Maybe this phrasing helps "the same object expressed in different ways". That's one meaning behind 'equals'. 10 = 1+...4 --> 10 really is 1+...4. So if mathematically we can treat the same object in multiple ways via equals, and holism and Maudlin are saying: one way you cannot treat an object is just summing its separate parts to equal the whole, is there a conflict in something like the 10 = 1+...4 example, where LHS and RHS really are the same? Is the mathematical structure of equals and plus preserving holism?

--

I'm not trying to be provocative. I just wanted some perspective (good and bad) on this thought I had.

In mathematics, 1+2+3+4 = 10 means both sides of the equals sign are the exact same in any mathematical context. Or said differently, equal operations done to both sides will preserve the their equal relation. If left and right have some kind of difference, it is not picked out in the math. For any operation, each side will have the same mathematical behavior. In the realm of mathematics, = means each side can be swapped for all mathematical purposes. And I think even further, each side really is the other. 10 really is 1+2+3+4 and really is 2*5, etc. Just like an equation can be thought of as a function, it also has a geometric interpretation too. Neither is more correct than the other.

But for holism, we often see it summarized as "the whole is greater than the sum of the parts", a paraphrasing of Aristotle I believe. And a quote by Tim Maudlin "The world is not just a set of separately existing localized objects, externally related only by space and time. Something deeper, and more mysterious, knits together the fabric of the world. We have only just come to the moment in the development of physics that can begin to contemplate what that might be." from Interpreting Bodies.

Don't I have a plain as day conflict when I say 1+2+3+4 = 10 in the perspective of holism? Maybe mathematically they are no different, but in the physical world holism says there is some kind of difference between the parts and the whole. It seems like no physical objects can be split into any constituent objects in regards to holism, yet splitting is a mathematical operation (- and +). Objects that live in the physical world, as Maudlin says in his quote can't be so easily split. Whatever the universe is, it cannot be gotten to by thinking about individual components of it.

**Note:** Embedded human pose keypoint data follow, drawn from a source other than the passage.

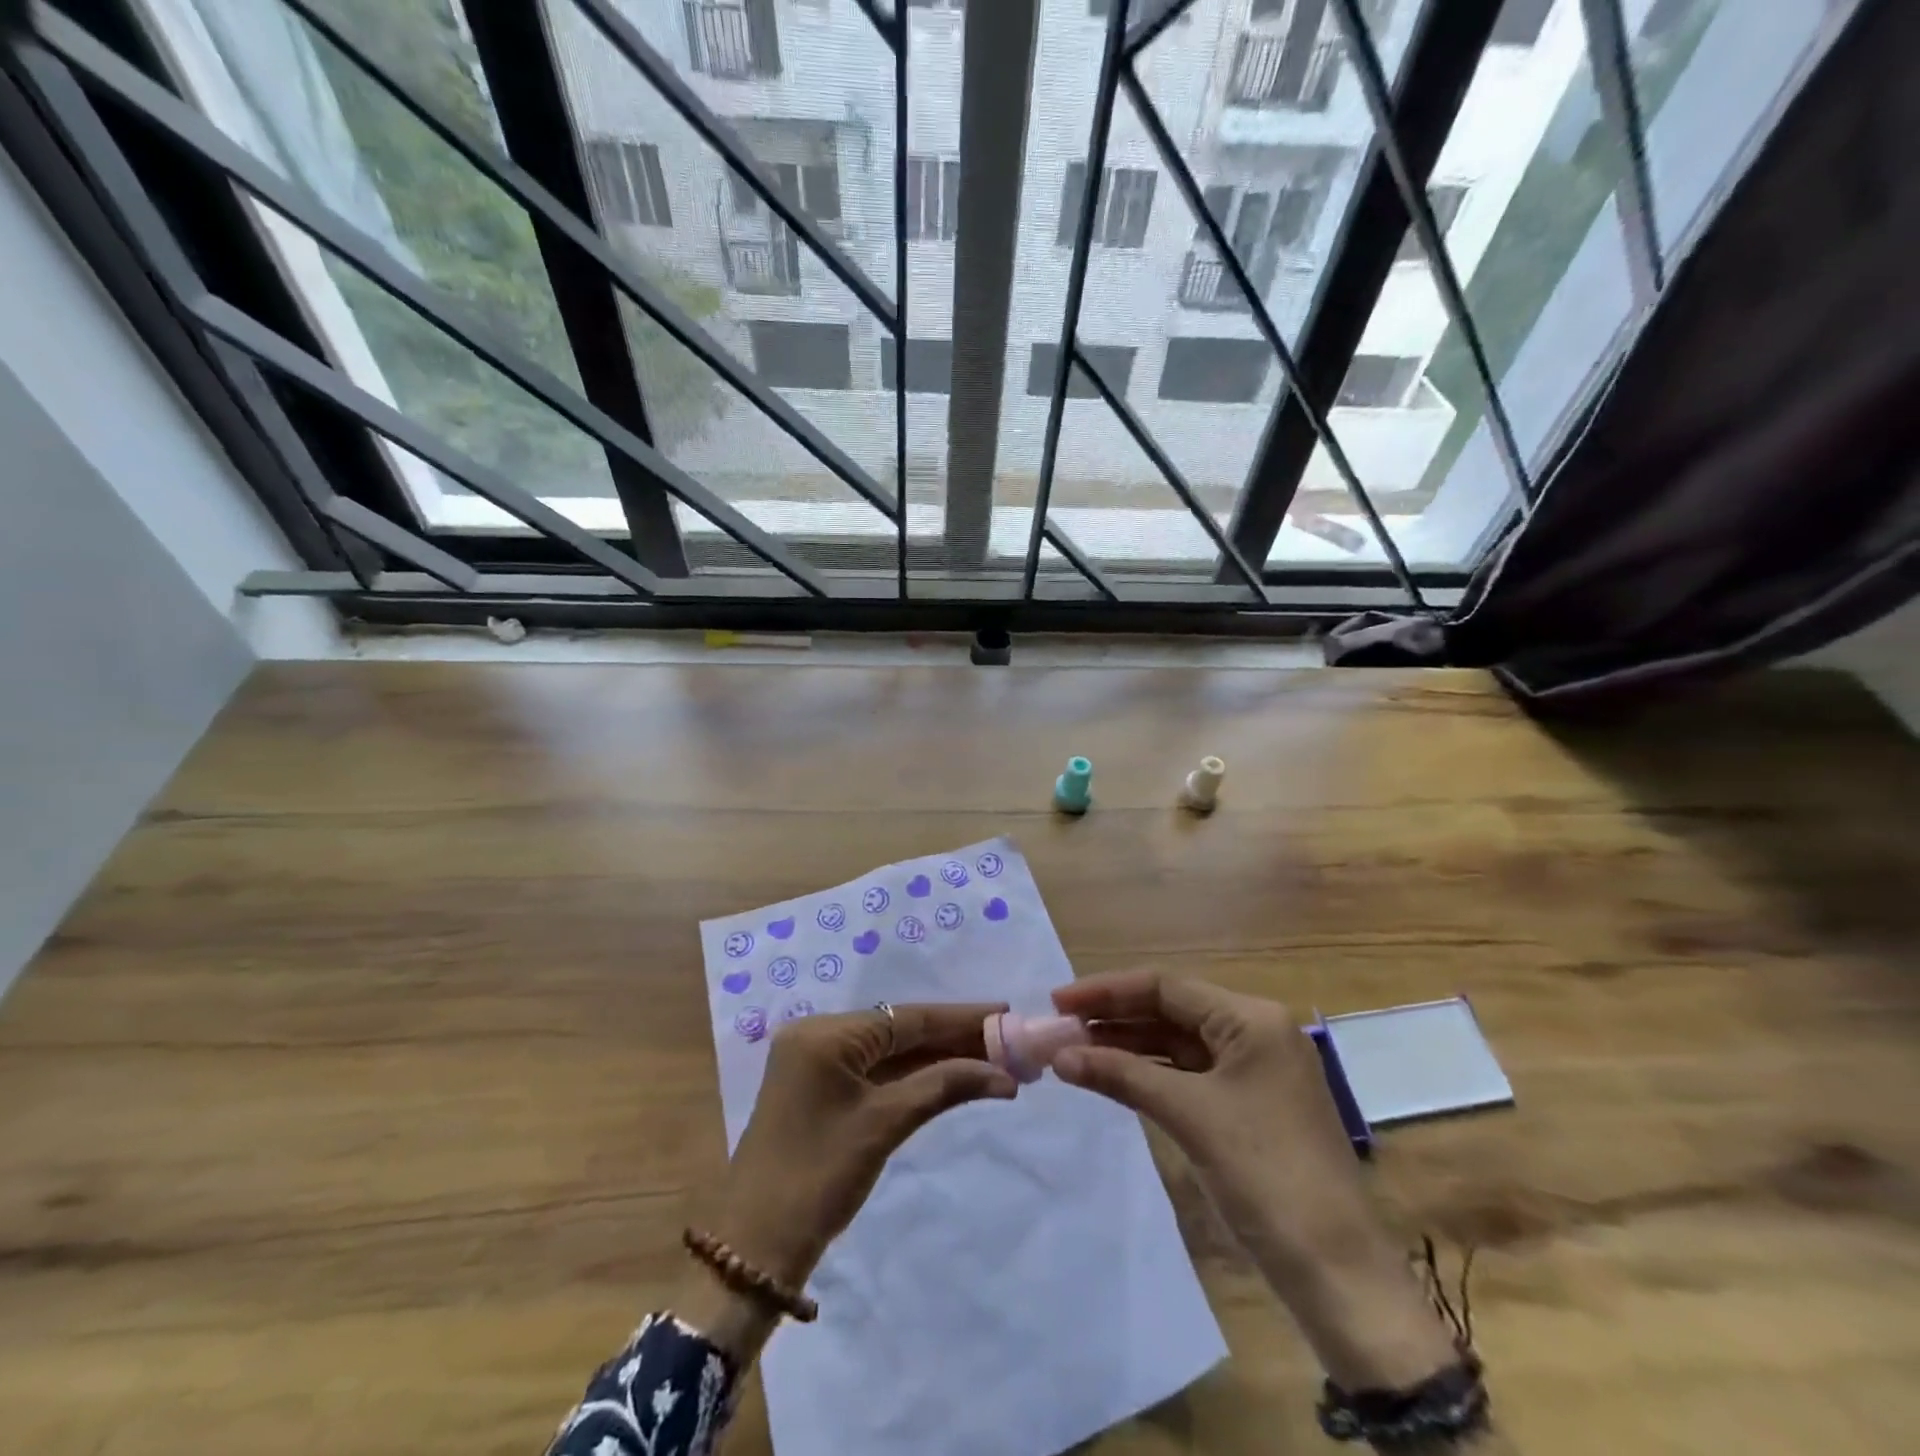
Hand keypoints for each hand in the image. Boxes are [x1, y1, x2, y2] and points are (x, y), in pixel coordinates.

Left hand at [701, 1002, 1017, 1290]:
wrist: (756, 1248)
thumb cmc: (819, 1177)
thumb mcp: (885, 1125)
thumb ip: (943, 1086)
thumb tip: (1004, 1075)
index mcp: (826, 1033)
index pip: (906, 1017)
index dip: (960, 1017)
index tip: (1005, 1011)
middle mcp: (818, 1035)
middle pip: (899, 1030)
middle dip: (953, 1037)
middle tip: (1006, 1039)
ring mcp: (817, 1062)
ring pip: (889, 1051)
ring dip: (937, 1057)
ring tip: (991, 1057)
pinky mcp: (820, 1088)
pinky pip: (874, 1071)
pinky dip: (912, 1075)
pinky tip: (951, 1074)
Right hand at [1049, 971, 1454, 1389]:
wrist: (1337, 1273)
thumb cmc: (1265, 1175)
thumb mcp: (1189, 1116)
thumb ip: (1121, 1076)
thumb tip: (1058, 1055)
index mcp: (1251, 1018)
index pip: (1165, 986)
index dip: (1107, 990)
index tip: (1058, 1001)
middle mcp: (1255, 1031)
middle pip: (1171, 1010)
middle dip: (1114, 1018)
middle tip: (1059, 1028)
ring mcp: (1254, 1068)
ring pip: (1178, 1042)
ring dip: (1128, 1046)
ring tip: (1075, 1050)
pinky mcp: (1249, 1102)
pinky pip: (1189, 1073)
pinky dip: (1151, 1073)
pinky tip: (1113, 1076)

And could Euclid when he said "the whole is greater than the part" (Euclidean property 5 I believe), been getting at this idea? Was he avoiding saying "the whole is greater than the sum of the parts" deliberately, putting it in a milder form? Because mathematics does not make the distinction holism (of the physical world) does.

Those restrictions do not seem to enter into math. I can take any whole object, say a circle, and mathematically say it really is certain numbers added together.

Are =, +, etc possibly disconnected from the physical world?

*If this is all too vague please let me know. I don't have a great deal of mathematical philosophical knowledge but I hope I made a point.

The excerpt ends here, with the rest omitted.